HOW TO COMPLETE THIS TASK | Check each line of the listing below for the string "links", then copy every line that has it.

- - - -

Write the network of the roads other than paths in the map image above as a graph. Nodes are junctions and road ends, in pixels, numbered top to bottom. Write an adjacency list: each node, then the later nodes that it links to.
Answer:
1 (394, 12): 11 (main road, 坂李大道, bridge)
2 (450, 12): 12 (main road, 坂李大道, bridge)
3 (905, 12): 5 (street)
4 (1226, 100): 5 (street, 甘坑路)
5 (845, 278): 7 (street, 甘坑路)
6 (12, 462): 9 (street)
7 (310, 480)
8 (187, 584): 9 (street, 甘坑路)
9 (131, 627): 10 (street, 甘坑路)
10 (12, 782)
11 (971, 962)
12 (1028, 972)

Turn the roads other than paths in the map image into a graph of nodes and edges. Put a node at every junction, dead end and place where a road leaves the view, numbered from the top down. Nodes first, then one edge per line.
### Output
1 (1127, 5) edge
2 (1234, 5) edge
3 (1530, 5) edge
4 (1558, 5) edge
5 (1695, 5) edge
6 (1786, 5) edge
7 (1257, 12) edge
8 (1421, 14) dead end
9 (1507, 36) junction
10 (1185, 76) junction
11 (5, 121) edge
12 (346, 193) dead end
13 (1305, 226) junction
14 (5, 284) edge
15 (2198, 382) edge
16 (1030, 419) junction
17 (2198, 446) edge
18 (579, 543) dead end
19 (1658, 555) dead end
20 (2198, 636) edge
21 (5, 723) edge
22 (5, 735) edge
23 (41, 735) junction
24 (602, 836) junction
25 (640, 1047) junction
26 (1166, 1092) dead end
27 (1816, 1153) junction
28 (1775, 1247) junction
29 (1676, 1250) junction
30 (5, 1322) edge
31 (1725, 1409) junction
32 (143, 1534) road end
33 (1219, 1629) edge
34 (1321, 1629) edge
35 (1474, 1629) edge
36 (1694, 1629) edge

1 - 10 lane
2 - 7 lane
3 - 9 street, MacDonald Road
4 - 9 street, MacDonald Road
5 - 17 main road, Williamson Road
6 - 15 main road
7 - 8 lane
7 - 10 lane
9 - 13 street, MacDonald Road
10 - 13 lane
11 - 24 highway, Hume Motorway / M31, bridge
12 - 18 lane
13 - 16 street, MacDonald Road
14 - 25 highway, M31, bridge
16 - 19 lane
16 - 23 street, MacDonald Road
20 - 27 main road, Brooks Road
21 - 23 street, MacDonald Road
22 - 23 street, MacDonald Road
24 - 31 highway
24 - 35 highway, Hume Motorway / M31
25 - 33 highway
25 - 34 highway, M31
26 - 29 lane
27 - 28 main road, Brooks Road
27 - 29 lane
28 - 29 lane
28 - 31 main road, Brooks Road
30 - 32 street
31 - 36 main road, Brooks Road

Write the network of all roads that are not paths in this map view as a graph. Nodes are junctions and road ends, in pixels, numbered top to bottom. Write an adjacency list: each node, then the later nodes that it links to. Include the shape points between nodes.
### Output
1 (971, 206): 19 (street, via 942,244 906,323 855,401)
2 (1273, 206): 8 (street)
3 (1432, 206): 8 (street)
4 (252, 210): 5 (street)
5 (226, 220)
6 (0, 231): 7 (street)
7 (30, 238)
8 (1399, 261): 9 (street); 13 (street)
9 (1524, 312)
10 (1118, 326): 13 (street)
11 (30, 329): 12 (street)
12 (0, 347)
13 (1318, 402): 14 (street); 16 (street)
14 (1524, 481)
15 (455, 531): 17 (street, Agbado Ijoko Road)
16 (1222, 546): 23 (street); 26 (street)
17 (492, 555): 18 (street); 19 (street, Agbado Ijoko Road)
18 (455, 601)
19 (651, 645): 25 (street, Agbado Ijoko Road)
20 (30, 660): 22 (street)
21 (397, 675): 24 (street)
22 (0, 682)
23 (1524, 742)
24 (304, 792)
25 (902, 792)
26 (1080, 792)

- - - -

PROBLEM SOLUTION |
Write the network of the roads other than paths in the map image above as a graph. Nodes are junctions and road ends, in pixels, numbered top to bottom. Write an adjacency list: each node, then the later nodes that it links to.
Write the network of all roads that are not paths in this map view as a graph. Nodes are junctions and road ends, in pixels, numbered top to bottom. Write an adjacency list: each node, then the later nodes that it links to. Include the shape points between nodes.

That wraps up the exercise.